The most-recent Sculpture Trail installations at Laurelwood Arboretum are Punch and Punch Line, two works with the exact same outer dimensions—one a solid form in painted steel and the other an outline in aluminum of the silhouette. According to Fitzhugh Karol, their creator, the solid black form felt “Punchy,” while the line-drawing version was an experiment to discover how a solid and heavy form might take on a lighter feeling by becoming a tracing of itself. The works can be viewed together in the grassy area at location 14 of A Sculpture Trail at Laurelwood Arboretum, 725 Pines Lake Drive West in Wayne.
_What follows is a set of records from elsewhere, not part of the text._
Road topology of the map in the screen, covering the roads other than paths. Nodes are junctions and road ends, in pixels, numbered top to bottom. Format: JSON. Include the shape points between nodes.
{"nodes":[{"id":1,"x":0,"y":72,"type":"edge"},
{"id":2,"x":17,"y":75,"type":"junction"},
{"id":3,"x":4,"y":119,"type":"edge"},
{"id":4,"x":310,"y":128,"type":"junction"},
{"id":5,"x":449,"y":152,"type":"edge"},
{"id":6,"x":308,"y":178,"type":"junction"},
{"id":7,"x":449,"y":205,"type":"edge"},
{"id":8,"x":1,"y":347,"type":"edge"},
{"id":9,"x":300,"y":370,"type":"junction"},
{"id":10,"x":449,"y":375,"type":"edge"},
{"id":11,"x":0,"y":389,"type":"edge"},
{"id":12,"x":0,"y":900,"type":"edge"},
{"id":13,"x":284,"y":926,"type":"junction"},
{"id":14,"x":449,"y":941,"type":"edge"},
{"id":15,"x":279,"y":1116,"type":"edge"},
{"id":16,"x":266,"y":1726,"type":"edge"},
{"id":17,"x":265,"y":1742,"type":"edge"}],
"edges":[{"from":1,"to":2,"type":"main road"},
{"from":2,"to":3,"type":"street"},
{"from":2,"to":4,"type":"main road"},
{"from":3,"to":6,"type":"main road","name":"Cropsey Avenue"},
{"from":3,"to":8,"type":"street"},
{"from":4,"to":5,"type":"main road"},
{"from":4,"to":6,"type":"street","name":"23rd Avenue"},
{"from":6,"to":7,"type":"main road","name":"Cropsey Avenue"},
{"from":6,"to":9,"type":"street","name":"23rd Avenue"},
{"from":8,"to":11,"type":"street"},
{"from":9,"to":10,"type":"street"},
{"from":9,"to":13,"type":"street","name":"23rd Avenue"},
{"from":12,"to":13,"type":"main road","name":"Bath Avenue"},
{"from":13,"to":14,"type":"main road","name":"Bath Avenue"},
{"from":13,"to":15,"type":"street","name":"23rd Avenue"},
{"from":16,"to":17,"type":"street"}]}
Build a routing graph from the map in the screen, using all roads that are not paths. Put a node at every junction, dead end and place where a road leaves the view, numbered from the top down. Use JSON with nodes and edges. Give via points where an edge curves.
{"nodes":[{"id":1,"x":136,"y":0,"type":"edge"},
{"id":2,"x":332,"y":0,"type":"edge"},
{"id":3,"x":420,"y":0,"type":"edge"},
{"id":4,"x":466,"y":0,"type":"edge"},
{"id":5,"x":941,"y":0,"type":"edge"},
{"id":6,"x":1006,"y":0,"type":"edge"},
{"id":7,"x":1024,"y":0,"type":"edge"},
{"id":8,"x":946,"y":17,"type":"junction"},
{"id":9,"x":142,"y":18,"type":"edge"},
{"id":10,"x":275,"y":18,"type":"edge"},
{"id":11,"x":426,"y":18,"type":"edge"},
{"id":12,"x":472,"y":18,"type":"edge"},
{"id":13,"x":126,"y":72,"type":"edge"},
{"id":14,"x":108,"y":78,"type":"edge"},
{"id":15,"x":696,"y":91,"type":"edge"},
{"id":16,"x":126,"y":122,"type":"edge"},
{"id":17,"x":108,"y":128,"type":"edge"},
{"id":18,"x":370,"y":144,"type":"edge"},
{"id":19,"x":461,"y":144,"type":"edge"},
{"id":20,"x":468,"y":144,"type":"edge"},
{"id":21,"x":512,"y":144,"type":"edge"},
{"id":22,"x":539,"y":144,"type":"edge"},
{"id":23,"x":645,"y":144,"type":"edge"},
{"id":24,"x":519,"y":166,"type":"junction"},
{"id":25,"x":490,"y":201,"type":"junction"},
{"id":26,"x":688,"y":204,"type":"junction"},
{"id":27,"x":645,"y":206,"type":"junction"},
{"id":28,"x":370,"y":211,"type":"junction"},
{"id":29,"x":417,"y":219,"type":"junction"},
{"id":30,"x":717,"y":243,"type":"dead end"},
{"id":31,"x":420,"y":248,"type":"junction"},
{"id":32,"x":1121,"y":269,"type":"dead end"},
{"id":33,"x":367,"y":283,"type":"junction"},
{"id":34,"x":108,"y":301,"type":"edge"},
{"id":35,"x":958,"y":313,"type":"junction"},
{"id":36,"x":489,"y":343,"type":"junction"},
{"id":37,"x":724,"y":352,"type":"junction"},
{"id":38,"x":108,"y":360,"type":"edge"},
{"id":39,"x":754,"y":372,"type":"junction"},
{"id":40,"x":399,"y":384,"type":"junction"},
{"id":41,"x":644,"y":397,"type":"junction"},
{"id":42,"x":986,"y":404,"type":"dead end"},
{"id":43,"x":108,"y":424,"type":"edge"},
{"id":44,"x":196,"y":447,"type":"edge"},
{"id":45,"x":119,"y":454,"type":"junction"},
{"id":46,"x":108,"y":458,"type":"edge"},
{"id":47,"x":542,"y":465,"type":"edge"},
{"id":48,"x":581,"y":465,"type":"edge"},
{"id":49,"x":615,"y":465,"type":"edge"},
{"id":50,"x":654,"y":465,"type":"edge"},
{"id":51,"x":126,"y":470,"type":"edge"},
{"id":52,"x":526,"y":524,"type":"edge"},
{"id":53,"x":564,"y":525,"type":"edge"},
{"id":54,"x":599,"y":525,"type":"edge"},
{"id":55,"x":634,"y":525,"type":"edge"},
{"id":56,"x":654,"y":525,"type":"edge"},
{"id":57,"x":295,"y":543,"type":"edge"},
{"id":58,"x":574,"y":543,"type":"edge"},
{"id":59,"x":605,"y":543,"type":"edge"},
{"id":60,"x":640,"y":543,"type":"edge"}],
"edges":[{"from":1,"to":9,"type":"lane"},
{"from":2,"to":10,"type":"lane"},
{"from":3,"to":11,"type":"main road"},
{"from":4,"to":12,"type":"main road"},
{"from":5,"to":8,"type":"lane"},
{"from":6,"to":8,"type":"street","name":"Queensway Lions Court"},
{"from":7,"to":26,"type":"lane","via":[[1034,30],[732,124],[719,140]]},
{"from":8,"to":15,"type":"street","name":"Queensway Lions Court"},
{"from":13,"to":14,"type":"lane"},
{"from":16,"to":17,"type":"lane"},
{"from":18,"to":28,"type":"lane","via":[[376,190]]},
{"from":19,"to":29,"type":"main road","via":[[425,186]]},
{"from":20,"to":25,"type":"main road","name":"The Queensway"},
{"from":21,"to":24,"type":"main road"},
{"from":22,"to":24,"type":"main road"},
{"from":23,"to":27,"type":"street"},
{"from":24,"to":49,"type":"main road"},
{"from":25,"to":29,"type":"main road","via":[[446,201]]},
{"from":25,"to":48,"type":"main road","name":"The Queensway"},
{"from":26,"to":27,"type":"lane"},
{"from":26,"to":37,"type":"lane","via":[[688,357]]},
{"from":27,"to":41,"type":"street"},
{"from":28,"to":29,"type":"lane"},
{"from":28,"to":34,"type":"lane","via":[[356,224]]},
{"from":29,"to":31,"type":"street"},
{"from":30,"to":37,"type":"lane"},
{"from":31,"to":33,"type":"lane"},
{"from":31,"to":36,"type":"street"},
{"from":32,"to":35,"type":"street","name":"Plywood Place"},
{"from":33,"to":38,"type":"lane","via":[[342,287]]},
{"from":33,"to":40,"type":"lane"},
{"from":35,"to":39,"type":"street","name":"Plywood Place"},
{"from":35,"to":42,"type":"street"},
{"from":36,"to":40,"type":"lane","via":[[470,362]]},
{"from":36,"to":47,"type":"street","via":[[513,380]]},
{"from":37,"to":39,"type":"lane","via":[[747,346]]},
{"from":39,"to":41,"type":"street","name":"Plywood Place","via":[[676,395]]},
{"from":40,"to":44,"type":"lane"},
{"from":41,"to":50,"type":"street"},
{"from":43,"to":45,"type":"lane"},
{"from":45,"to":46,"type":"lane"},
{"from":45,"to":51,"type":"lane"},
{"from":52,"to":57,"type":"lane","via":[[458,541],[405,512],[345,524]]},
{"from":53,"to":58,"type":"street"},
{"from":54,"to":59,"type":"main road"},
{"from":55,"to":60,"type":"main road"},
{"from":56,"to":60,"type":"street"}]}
Fitzhugh Karol is a Brooklyn, New York-based sculptor whose work ranges from large scale outdoor installations to intimate tabletop pieces. He sculpts in wood, metal, and clay to fashion works that explore man’s imprint on the landscape and creates playful spaces that become an inviting and unconventional way to experience art. One of his best-known works is Approach, installed at the beginning of the Mario M. Cuomo bridge path in Rockland County, New York. The sculpture utilizes steel from both the Governor Mario M. Cuomo Bridge and its predecessor, the Tappan Zee.
Punch and Punch Line are the most recent installations in A Sculpture Trail. The multiyear project, which will showcase 15 unique works of art, is sponsored by Friends of Laurelwood Arboretum to benefit the arboretum. A Sculpture Trail is curated by Scott A. Broadfoot of the Broadfoot & Broadfoot gallery in Boonton, NJ. All sculptures on exhibit in A Sculpture Trail are available for purchase, with a percentage of the proceeds donated to the Friends organization to be applied towards capital improvements.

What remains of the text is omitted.